Ian Kelly ian.g.kelly at gmail.com
Mon Mar 19 19:20:43 EDT 2012


I hope you don't mind if I critique your code a bit!

On Fri, Mar 16, 2012 at 7:21 PM, Kiuhnm
<kiuhnm03.4t.yahoo.it at mail.python.org> wrote:
> Here we go.
>
> --->
> def genCur(f, unique = True, minArgs = -1):

It is customary in Python for unsupplied arguments with no default to
use the value None, not -1.  That's what it exists for.

>    """ Generates a 'curried' version of a function. """
>    def geng(curArgs, curKwargs):
>        def g(*args, **kwargs):
>            nonlocal f, curArgs, curKwargs, minArgs;    # our STATIC data
>
>            if len(args) or len(kwargs):

Collections evaluate as true if they are not empty, so this could just be:

            if args or kwargs:

>                # Allocates data for the next 'g'. We don't want to modify our
>                # static data.
>                newArgs = curArgs[:];
>                newKwargs = dict.copy(curKwargs);
>
>                # Adds positional arguments.
>                newArgs += args;
>
>                # Adds/updates keyword arguments.
>                if unique:
>                    # We don't want repeated keyword arguments.
>                    for k in kwargs.keys():
>                        if k in newKwargs:
>                            raise(Exception("Repeated kw arg while unique = True"));
>                newKwargs.update(kwargs);

Since you're writing this for Python 3 (as evidenced by the use of the
nonlocal keyword), you could take advantage here of the fact that
Python 3 dictionary views behave like sets.  Also, you should use a
more specific exception type:

                if unique and not kwargs.keys().isdisjoint(newKwargs):
                    raise ValueError("A repeated keyword argument was supplied")

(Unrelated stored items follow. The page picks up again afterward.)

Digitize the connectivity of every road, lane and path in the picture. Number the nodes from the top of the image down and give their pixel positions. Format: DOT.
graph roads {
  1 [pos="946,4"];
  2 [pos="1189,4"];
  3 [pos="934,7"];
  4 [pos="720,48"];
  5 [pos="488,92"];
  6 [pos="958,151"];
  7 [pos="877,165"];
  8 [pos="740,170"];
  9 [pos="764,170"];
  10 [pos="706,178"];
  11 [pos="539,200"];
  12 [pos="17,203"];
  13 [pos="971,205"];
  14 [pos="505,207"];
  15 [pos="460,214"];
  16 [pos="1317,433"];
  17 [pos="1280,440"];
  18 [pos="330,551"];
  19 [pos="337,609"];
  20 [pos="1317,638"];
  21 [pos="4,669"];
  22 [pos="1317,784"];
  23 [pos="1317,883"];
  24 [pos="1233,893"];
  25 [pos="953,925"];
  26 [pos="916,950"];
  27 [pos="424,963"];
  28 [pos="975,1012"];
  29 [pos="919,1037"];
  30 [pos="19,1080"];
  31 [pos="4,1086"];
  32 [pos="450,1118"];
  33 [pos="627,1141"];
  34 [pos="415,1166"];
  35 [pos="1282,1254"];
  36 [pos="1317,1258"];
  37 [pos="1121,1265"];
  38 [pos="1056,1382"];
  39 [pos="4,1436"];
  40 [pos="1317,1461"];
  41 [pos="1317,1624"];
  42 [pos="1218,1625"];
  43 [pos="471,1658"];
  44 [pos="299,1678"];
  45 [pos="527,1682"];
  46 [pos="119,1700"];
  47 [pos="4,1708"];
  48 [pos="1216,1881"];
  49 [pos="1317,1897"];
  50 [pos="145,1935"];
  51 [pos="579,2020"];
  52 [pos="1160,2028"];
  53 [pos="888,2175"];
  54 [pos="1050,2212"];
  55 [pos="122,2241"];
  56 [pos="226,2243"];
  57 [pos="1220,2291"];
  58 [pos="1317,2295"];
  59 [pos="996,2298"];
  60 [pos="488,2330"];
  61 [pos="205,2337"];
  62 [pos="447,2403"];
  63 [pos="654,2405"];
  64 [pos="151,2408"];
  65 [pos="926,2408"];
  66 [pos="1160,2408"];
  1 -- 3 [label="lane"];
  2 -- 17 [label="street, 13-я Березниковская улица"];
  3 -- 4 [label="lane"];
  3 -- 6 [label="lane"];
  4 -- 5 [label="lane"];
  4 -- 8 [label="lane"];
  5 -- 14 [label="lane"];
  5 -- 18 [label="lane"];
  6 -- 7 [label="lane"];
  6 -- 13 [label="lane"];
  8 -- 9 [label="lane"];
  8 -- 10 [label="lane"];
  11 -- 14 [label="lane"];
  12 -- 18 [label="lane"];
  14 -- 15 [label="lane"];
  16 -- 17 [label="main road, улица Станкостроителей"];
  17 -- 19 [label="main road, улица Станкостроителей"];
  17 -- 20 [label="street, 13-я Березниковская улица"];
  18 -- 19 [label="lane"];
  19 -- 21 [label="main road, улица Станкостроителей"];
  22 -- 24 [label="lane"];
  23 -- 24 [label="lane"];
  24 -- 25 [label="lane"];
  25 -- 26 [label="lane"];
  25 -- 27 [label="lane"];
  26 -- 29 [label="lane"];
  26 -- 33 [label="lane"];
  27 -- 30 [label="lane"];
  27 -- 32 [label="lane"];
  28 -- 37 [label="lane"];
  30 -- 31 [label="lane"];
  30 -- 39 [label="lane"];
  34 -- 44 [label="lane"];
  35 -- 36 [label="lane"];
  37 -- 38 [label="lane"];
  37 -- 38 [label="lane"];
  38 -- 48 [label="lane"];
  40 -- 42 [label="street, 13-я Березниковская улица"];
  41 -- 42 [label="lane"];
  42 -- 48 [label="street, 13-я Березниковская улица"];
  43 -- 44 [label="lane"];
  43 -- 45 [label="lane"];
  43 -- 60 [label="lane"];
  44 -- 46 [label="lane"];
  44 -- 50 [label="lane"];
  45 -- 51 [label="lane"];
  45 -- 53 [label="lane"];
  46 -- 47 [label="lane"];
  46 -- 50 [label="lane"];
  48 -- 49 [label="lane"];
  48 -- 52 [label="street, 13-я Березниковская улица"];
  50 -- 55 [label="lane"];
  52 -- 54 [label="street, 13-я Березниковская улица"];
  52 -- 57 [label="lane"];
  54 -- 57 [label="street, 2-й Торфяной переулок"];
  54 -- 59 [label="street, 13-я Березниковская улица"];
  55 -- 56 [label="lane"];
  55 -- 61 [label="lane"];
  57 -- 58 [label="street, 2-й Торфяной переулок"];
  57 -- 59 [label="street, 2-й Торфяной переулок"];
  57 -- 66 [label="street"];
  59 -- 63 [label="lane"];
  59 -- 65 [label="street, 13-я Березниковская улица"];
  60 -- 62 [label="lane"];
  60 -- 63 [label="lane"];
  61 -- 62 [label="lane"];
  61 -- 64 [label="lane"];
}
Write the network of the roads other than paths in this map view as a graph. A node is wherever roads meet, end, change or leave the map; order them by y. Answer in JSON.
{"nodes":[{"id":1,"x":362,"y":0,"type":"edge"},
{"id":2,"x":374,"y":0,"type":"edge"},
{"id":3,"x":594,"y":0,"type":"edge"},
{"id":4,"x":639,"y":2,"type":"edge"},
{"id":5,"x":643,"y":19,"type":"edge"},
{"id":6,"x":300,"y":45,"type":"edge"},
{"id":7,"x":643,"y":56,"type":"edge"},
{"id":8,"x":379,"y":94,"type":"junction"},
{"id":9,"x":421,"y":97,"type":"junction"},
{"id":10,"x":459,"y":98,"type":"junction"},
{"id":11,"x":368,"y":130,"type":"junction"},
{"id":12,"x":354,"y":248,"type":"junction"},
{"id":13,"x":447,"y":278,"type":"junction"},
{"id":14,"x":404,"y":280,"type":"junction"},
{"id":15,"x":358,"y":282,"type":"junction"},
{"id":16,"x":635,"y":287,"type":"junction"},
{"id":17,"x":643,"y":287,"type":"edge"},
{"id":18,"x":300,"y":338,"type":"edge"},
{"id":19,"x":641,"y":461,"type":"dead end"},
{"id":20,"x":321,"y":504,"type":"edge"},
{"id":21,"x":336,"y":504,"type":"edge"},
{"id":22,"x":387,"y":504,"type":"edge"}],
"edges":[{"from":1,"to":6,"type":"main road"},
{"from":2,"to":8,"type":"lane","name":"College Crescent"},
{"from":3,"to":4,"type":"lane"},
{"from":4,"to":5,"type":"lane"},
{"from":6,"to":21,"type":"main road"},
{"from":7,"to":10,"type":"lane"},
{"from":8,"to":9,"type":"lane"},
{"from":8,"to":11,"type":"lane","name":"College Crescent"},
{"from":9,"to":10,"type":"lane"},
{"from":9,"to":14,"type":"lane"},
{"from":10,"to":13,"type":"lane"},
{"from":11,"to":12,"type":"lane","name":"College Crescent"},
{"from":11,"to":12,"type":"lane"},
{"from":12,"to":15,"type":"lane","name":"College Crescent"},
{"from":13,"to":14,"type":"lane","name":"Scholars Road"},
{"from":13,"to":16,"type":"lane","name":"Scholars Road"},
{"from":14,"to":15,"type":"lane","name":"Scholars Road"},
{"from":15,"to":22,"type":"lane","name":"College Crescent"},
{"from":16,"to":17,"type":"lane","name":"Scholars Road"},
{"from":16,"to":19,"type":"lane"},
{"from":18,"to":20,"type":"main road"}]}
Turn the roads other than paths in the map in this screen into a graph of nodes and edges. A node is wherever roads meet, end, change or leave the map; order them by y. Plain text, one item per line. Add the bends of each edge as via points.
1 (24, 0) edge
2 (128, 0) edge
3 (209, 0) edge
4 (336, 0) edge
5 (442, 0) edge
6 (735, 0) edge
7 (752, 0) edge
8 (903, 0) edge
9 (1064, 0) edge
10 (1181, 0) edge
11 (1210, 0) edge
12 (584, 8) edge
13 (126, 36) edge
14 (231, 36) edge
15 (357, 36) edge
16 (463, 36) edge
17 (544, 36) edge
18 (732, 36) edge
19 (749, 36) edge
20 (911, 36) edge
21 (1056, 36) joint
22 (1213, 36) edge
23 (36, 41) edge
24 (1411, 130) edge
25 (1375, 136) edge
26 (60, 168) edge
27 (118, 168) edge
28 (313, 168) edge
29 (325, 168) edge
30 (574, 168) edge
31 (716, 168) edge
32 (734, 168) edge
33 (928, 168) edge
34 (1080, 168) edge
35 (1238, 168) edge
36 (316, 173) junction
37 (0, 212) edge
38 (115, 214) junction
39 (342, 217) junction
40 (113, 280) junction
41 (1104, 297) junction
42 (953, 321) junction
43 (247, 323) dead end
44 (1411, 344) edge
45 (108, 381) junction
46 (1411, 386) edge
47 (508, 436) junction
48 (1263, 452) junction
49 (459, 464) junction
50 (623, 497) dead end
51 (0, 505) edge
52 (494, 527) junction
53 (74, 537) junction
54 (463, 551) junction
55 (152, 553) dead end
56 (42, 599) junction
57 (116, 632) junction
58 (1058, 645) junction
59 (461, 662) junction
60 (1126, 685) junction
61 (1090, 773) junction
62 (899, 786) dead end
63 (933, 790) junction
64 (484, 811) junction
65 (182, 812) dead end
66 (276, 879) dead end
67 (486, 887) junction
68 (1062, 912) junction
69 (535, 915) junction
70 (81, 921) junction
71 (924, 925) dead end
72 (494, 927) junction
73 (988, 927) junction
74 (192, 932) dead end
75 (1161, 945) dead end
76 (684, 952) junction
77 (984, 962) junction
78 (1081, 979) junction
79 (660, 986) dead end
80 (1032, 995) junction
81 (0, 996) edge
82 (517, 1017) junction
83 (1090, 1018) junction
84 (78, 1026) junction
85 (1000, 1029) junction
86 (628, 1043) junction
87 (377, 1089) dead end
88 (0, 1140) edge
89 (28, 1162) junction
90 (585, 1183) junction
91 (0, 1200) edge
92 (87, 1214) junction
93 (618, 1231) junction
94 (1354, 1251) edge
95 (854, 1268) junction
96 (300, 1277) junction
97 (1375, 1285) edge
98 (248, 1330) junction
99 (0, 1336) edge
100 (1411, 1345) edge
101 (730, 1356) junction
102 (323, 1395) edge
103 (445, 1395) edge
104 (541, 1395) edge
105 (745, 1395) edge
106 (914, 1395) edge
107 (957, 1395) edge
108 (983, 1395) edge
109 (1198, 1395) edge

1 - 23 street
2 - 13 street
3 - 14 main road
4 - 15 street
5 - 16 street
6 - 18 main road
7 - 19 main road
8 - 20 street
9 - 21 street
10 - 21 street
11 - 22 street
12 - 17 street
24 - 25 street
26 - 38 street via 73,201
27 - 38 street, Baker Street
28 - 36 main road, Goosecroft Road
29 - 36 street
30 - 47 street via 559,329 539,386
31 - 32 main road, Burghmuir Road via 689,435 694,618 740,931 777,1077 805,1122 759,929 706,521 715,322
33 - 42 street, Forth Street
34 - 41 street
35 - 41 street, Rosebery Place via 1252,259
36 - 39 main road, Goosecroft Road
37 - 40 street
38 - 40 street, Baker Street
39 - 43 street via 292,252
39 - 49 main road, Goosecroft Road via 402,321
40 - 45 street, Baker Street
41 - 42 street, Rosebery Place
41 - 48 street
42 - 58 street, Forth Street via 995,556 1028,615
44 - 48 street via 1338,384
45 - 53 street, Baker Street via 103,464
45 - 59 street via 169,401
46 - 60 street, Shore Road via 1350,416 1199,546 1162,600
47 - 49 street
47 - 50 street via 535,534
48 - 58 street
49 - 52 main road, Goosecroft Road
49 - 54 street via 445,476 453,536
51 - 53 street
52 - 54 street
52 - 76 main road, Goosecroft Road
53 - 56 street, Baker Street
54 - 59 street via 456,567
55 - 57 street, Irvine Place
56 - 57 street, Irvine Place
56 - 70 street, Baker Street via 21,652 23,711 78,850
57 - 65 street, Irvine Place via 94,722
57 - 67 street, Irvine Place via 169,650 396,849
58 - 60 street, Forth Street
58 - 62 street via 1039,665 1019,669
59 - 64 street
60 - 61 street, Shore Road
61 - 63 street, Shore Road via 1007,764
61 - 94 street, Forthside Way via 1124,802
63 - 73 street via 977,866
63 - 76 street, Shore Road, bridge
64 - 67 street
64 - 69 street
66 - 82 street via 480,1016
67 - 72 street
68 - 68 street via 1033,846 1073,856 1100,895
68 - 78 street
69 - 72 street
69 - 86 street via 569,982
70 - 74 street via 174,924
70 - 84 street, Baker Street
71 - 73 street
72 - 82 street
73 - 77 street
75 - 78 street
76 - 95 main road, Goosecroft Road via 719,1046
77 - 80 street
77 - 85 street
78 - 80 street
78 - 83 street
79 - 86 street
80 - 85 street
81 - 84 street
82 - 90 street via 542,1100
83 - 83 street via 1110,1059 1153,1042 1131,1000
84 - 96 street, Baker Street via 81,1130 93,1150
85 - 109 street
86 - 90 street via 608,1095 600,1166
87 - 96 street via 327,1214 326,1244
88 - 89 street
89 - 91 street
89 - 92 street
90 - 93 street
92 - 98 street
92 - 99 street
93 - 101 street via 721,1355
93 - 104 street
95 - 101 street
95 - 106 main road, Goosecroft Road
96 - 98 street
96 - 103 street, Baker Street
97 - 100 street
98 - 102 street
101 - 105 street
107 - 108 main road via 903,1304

>                # Checks whether it's time to evaluate f.
>                if minArgs >= 0 and minArgs <= len(newArgs) + len(newKwargs):

With minArgs defaulting to None, that would be:

                if minArgs is not None and minArgs <= len(newArgs) +
len(newKwargs):

>                    return f(*newArgs, **newKwargs);    # f has enough args
>                else:
>                    return geng(newArgs, newKwargs);    # f needs some more args
>            else:
>                return f(*curArgs, **curKwargs);    # the caller forced the evaluation
>        return g;
>    return geng([], {});
>
> def cur(f, minArgs = -1):
>    return genCur(f, True, minArgs);
>
> def curr(f, minArgs = -1):
>    return genCur(f, False, minArgs);

The names "cur" and "curr" are terrible.  Good names should describe
what the function does without being too onerous to type, and the
addition of the duplicate "r" is not an obvious mnemonic for
remembering that the first one prohibits duplicate keyword arguments
and the second one allows them.  Why not more descriptive names like
"curry" and "curry_unique"?

That's all I've got.  All in all, it's pretty decent for a Python newbie.